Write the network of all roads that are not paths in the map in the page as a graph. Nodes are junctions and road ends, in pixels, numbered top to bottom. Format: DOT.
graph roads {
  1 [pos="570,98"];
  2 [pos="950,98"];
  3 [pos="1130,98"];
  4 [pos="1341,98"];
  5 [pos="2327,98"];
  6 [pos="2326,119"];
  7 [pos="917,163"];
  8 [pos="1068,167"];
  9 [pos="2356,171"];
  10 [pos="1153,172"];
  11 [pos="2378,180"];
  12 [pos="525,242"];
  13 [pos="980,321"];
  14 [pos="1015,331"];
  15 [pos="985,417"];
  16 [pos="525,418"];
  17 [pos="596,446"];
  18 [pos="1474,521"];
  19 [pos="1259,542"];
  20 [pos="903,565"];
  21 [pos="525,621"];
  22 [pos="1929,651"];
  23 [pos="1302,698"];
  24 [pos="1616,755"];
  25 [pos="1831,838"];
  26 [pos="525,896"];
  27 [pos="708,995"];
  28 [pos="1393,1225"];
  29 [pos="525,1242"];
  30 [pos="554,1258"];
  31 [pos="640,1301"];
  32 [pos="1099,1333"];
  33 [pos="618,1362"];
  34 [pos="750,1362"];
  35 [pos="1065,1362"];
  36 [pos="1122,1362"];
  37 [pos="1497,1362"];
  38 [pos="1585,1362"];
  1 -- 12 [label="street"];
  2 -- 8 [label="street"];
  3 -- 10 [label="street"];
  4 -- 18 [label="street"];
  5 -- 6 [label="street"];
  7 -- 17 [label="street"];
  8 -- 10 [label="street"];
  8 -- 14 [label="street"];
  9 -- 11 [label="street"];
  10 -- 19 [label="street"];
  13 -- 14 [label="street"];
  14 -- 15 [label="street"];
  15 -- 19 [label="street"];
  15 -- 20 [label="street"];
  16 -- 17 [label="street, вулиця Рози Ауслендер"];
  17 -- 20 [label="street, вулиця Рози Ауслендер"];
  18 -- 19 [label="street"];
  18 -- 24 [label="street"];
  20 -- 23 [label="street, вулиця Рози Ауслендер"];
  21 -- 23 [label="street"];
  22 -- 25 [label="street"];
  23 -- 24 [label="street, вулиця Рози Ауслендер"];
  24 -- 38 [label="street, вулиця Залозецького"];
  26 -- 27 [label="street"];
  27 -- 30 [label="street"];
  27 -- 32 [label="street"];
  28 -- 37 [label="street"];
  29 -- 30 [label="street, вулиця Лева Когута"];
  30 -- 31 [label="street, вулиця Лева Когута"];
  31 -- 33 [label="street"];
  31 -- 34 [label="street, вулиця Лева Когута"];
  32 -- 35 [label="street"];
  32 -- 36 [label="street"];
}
——
## TASK
What the exercise needs is every record again, word for word.

## ANSWER TO THIS TASK
Write the network of all roads that are not paths in the map in the page as a graph. Nodes are junctions and road ends, in pixels, numbered top to bottom. Format: DOT.
graph roads {
  1 [pos="570,98"];
  2 [pos="950,98"];
  3 [pos="1130,98"];
  4 [pos="1341,98"];
  5 [pos="2327,98"];
  6 [pos="2326,119"];
  7 [pos="917,163"];
  8 [pos="1068,167"];
  9 [pos="2356,171"];
  10 [pos="1153,172"];
  11 [pos="2378,180"];
  12 [pos="525,242"];
  13 [pos="980,321"];
  14 [pos="1015,331"];
  15 [pos="985,417"];
  16 [pos="525,418"];
  17 [pos="596,446"];
  18 [pos="1474,521"];
  19 [pos="1259,542"];
  20 [pos="903,565"];
  21 [pos="525,621"];
  22 [pos="1929,651"];
  23 [pos="1302,698"];
  24 [pos="1616,755"];
  25 [pos="1831,838"];
  26 [pos="525,896"];
  27 [pos="708,995"];
  28 [pos="1393,1225"];
  29 [pos="525,1242"];
  30 [pos="554,1258"];
  31 [pos="640,1301"];
  32 [pos="1099,1333"];
  33 [pos="618,1362"];
  34 [pos="750,1362"];
  35 [pos="1065,1362"];
  36 [pos="1122,1362"];
  37 [pos="1497,1362"];
  38 [pos="1585,1362"];
  1 -- 12 [label="street"];
  2 -- 8 [label="street"];
  3 -- 10 [label="street"];
  4 -- 18 [label="street"];
  5 -- 6 [label="street"];
  7 -- 17 [label="street"];
  8 -- 10 [label="street"];
  8 -- 14 [label="street"];
  9 -- 11 [label="street"];
  10 -- 19 [label="street"];
  13 -- 14 [label="street"];
  14 -- 15 [label="street"];
  15 -- 19 [label="street"];
  15 -- 20 [label="street"];
  16 -- 17 [label="street, вулиця Рози Ауслендер"];
  17 -- 20 [label="street, вулиця Рози Ауслендер"];
  18 -- 19 [label="street"];
  18 -- 24 [label="street"];
  20 -- 23 [label="street, вулиця Рози Ауслендер"];
  21 -- 23 [label="street"];
  22 -- 25 [label="street"];
  23 -- 24 [label="street, вулиця Рози Ауслендер"];
  24 -- 38 [label="street, вулиця Залозецького"];
  26 -- 27 [label="street"];
  27 -- 30 [label="street"];
  27 -- 32 [label="street"];
  28 -- 37 [label="street"];
  29 -- 30 [label="street, вулиця Лева Когута"];
  30 -- 31 [label="street, вулиця Лева Когута"];
  31 -- 33 [label="street"];
  31 -- 34 [label="street, вулиця Лева Когута"];
  32 -- 35 [label="street"];
  32 -- 36 [label="street"];
}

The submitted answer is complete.